RICHMOND, VA - History is in the air at a storied dealership on West Broad Street in this old capital of the Confederacy.

It's Richmond Motor Co., a Ford dealership in Richmond, VA, since 1916, only 13 years after Ford Motor Co. was incorporated.

It's a highly successful father-and-son dealership, whose 73-year-old president and CEO, Robert C. King, Sr., sits proudly below a portrait of his great-grandfather in a Confederate Army officer's uniform.

"My father, Rock King, co-founded this dealership with three partners downtown at 1000 East Broad when he was 23 years old," notes Mr. King. "He was the youngest Ford dealer in the country.

"But, would you believe, Ford opened another Ford franchise at the same time at 1000 West Broad - Universal Ford - just 20 blocks away? The town was overdealered by Ford then and still has too many Ford dealers."

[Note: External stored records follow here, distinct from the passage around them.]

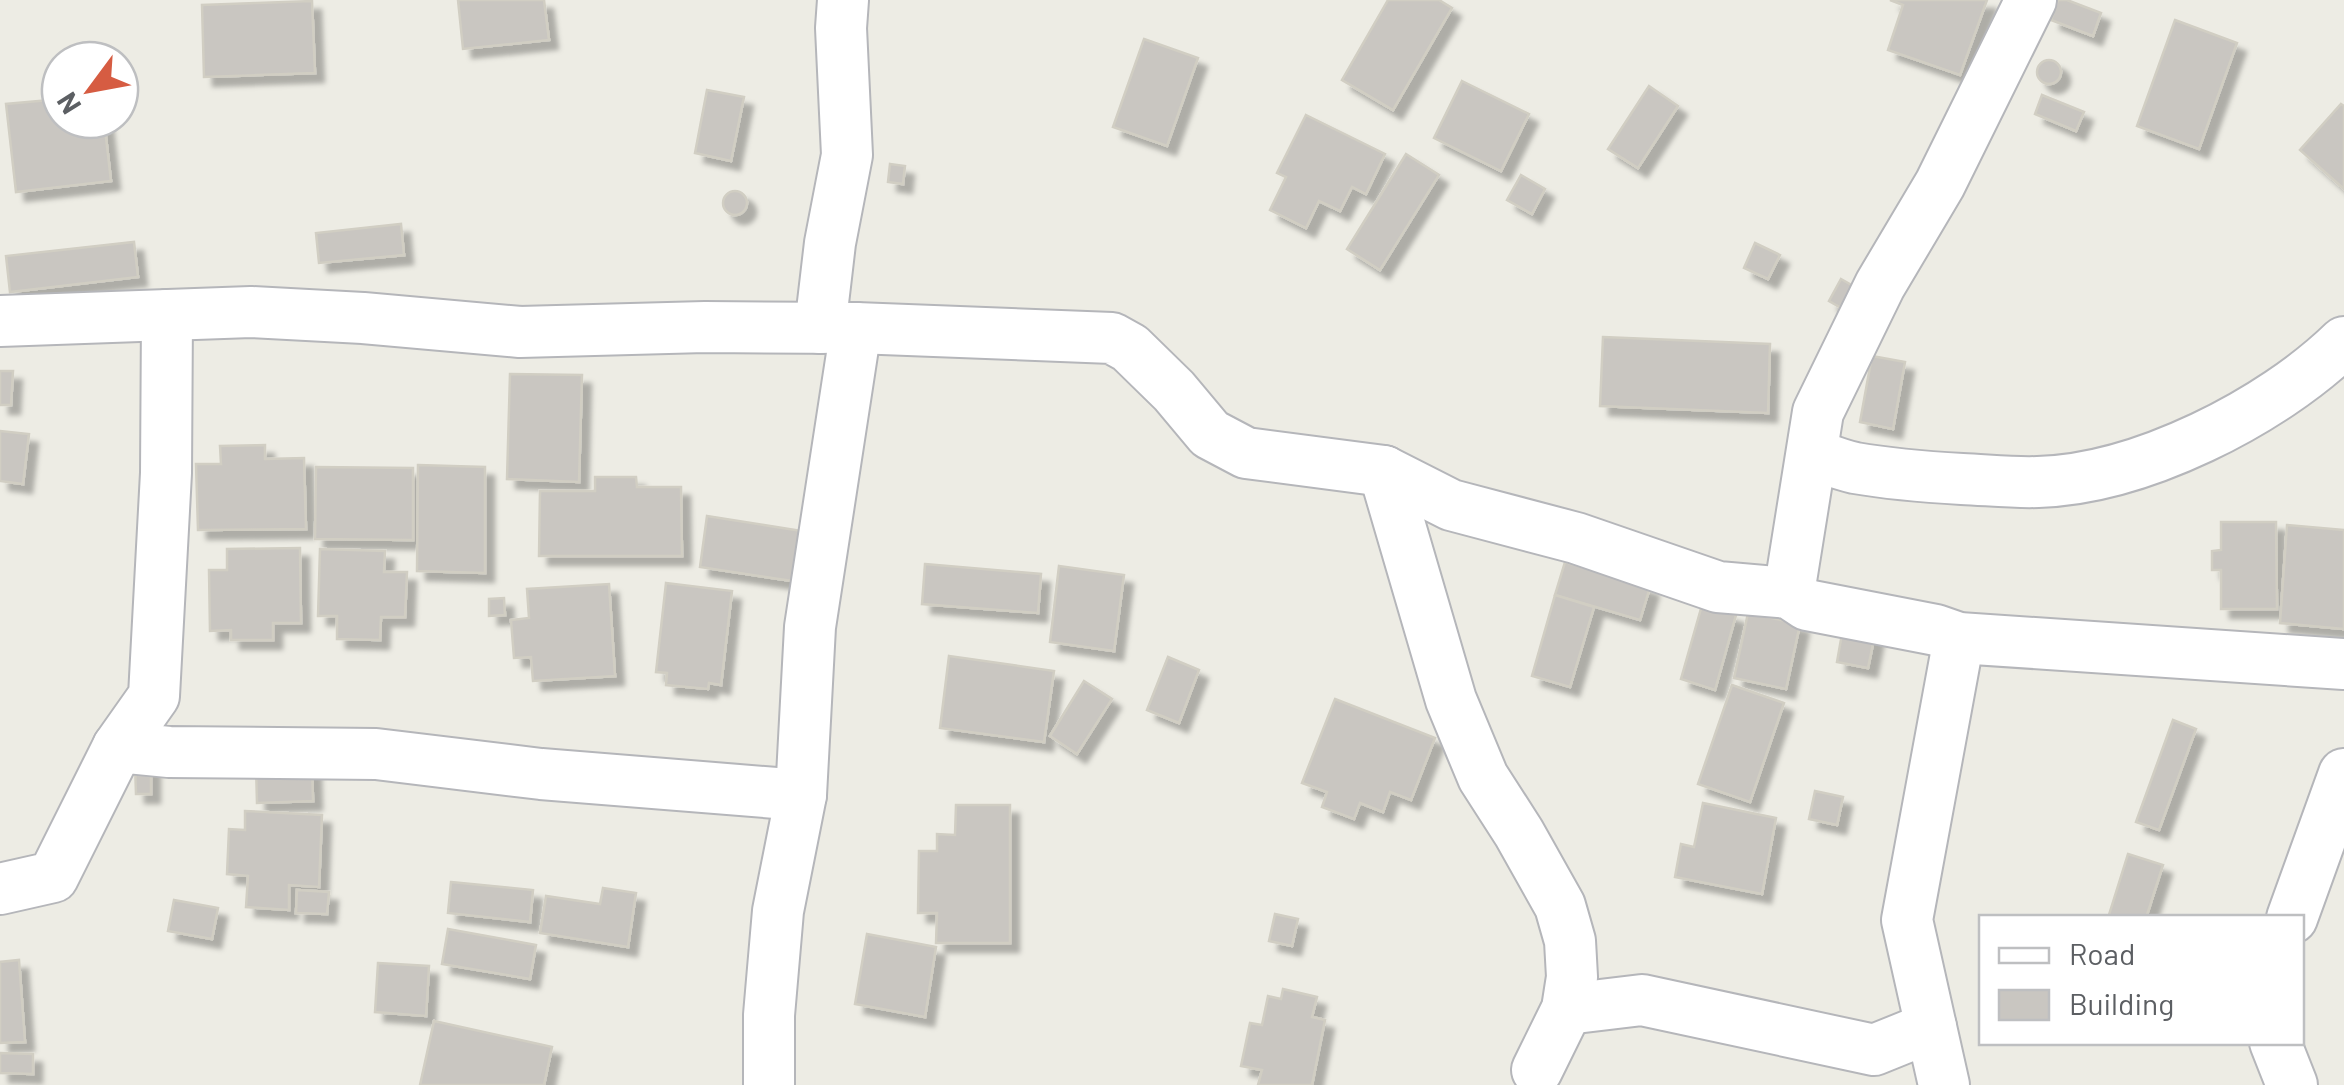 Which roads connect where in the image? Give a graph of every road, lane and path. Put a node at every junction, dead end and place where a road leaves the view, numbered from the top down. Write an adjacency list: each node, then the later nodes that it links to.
1 (843, 0): 5 (street)
2 (2030, 0): 7 (street)
3 (167, 315): 4 (street); 5 (street); 12 (street)
4 (0, 321)
5 (838, 328): 8 (street); 14 (street)
6 (2344, 342): 7 (street)
7 (1812, 454): 9 (street)
8 (1384, 471): 9 (street); 17 (street)
9 (1789, 593): 10 (street)
10 (1959, 638): 11 (street); 18 (street)
11 (2344, 664)
12 (118, 747): 14 (street); 15 (street)
13 (2344, 774): 16 (street)
14 (801, 795): 21 (street)
15 (0, 889)
16 (2293, 915)
17 (1568, 1009): 18 (street); 20 (street)
18 (1931, 1027): 22 (street)
19 (2276, 1045): 23 (street)
20 (1537, 1070)
21 (769, 1085)
22 (1944, 1085)
23 (2292, 1085) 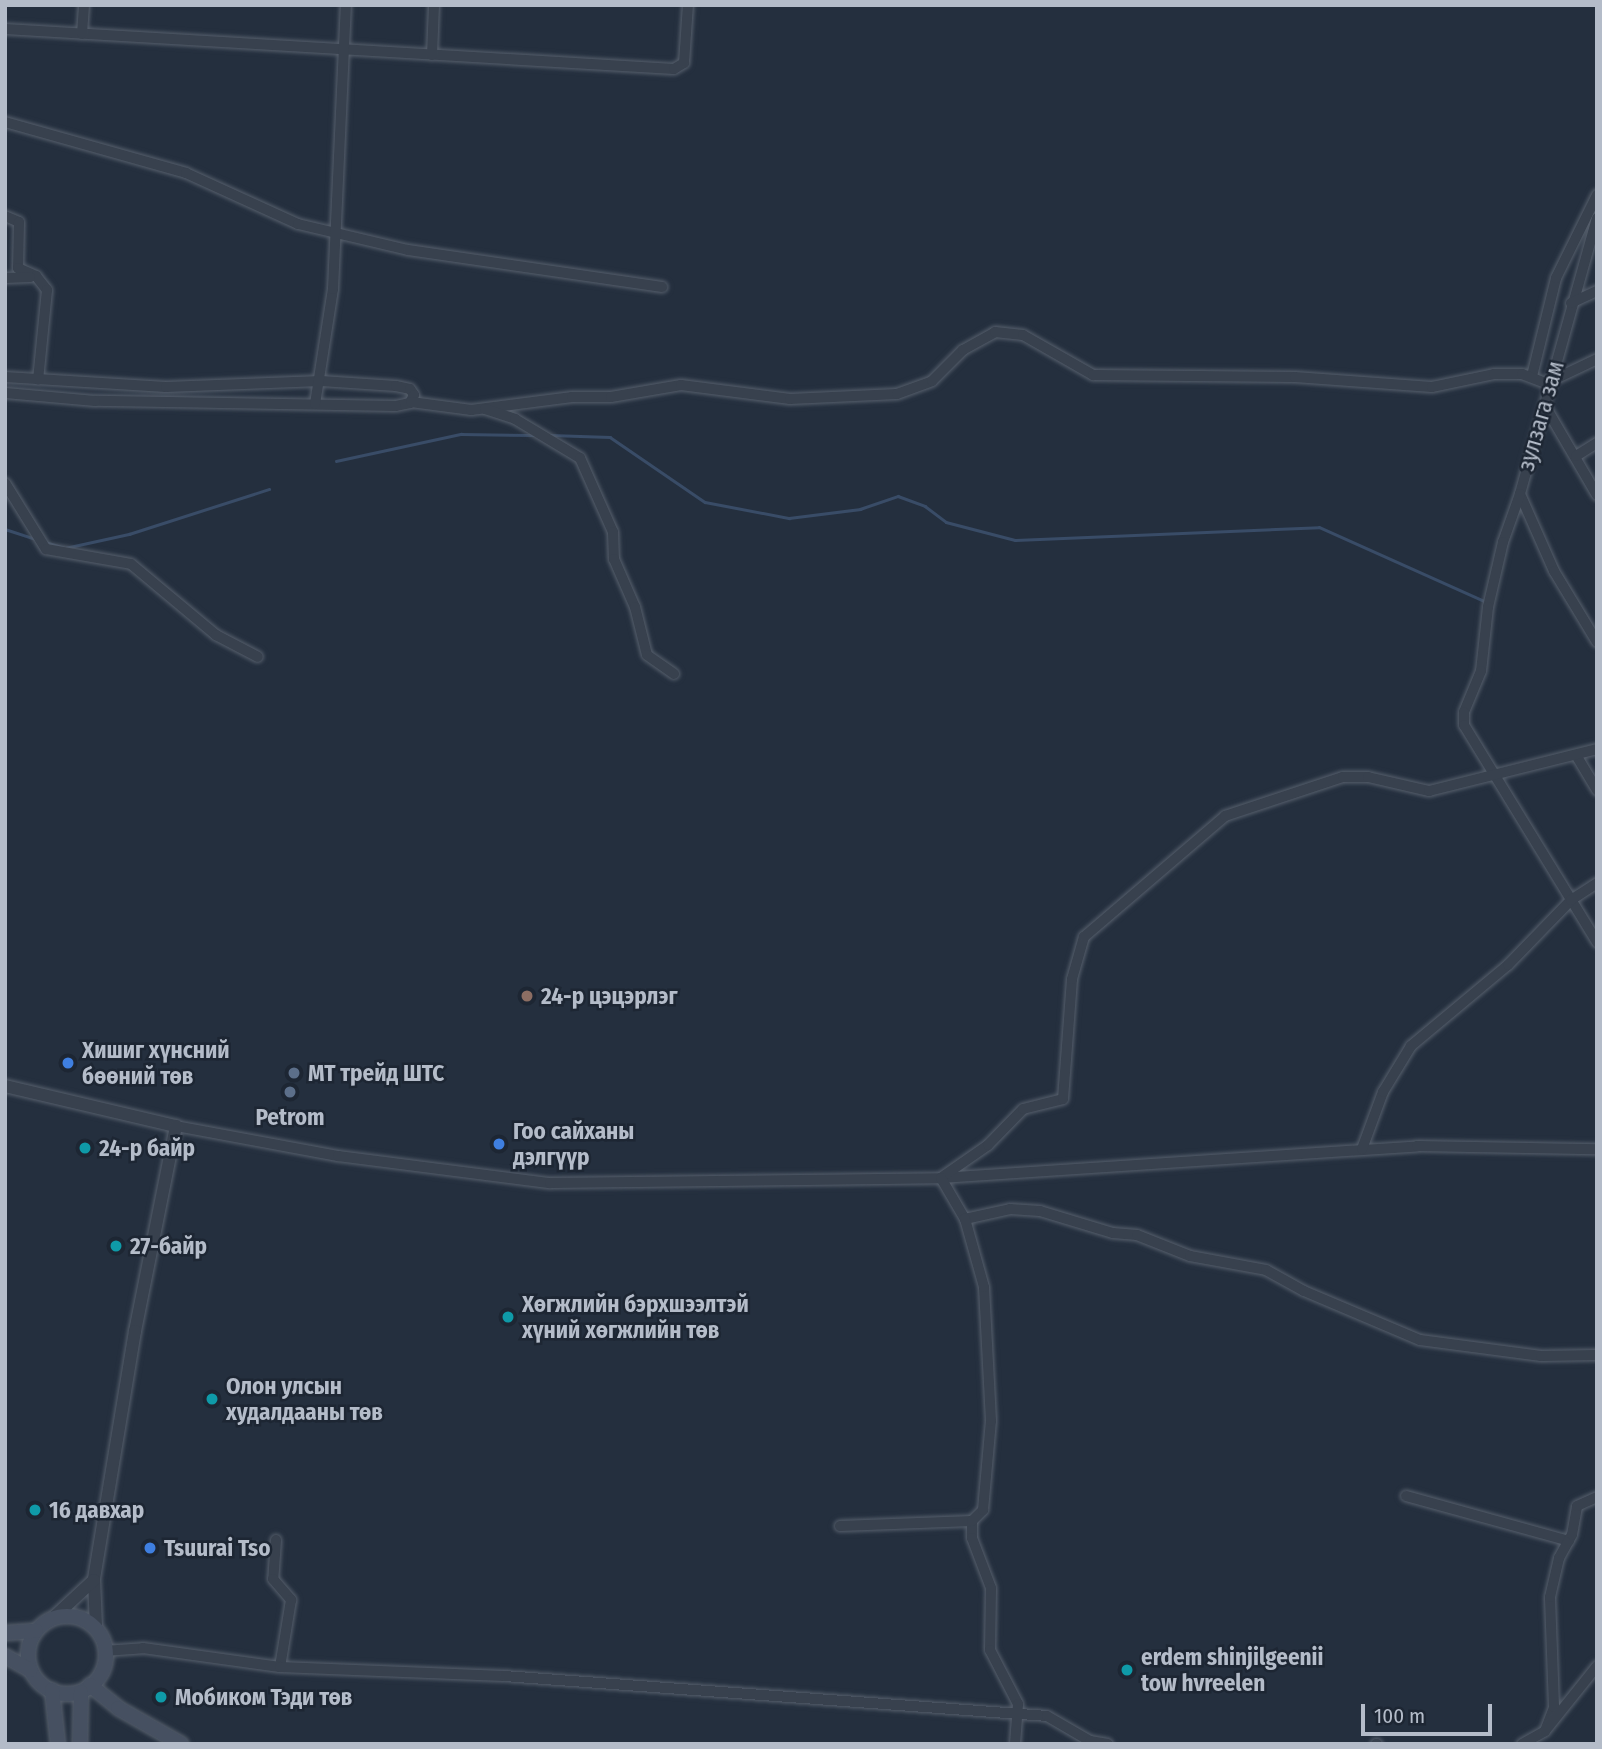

By 1941, Rock King was able to buy out his partners for $25,000 each. The same year 15-year-old Bob King joined the dealership full-time, spent mainly pumping gasoline. This marks his 58th year with Richmond Motor.

"I'm proud of the fact, besides our longevity, that Richmond Motor has been such a regular on the Ward's Top 500 rankings," says Mr. King.

"We fought it out with Bert Boeckmann (CEO of Galpin Ford, North Hills, CA) for Ford national sales leadership in the mid-1980s. We've fallen off, but 451st on this year's 500 beats out a lot of other guys."

As a dealership with only two CEOs in 83 years, Richmond Motor has occupied exactly two locations. It moved to a then-undeveloped side of town in 1960, just four years before general manager Doug Hall joined the dealership and two years before parts manager Bill Roe signed on.

"What accounts for our success, through wars and depressions and poor products and sometimes tough factory policies," says Mr. King, "is hiring the best people available. That, and our record of continuity. It sounds simple, but it really isn't.

"With 10 Ford dealerships in this market, we managed to do $66.8 million in total dollars last year, delivering 1,681 new and 1,811 used units.

"That's also why we've stayed strictly with the Ford franchise - no Lincoln Mercury, no other stores, right here at 4600 West Broad. Tradition counts, and we're doing pretty good in the profits department, too."

The truck/van/SUV segment dominated cars by a margin of more than two to one in 1998 at Richmond Motor. A dedicated new-truck center delivered 1,127 new units, compared to 554 new vehicles in the car showroom.

The used-vehicle total, moreover, exceeded the total new-unit share by 1,811 to 1,681. The dealership sells used vehicles from a dedicated facility.

"I think cars will be coming back in the next few years," forecasts Mr. King. "The new Focus and Thunderbird and an updated Crown Victoria are going to give the Ford car line a big lift."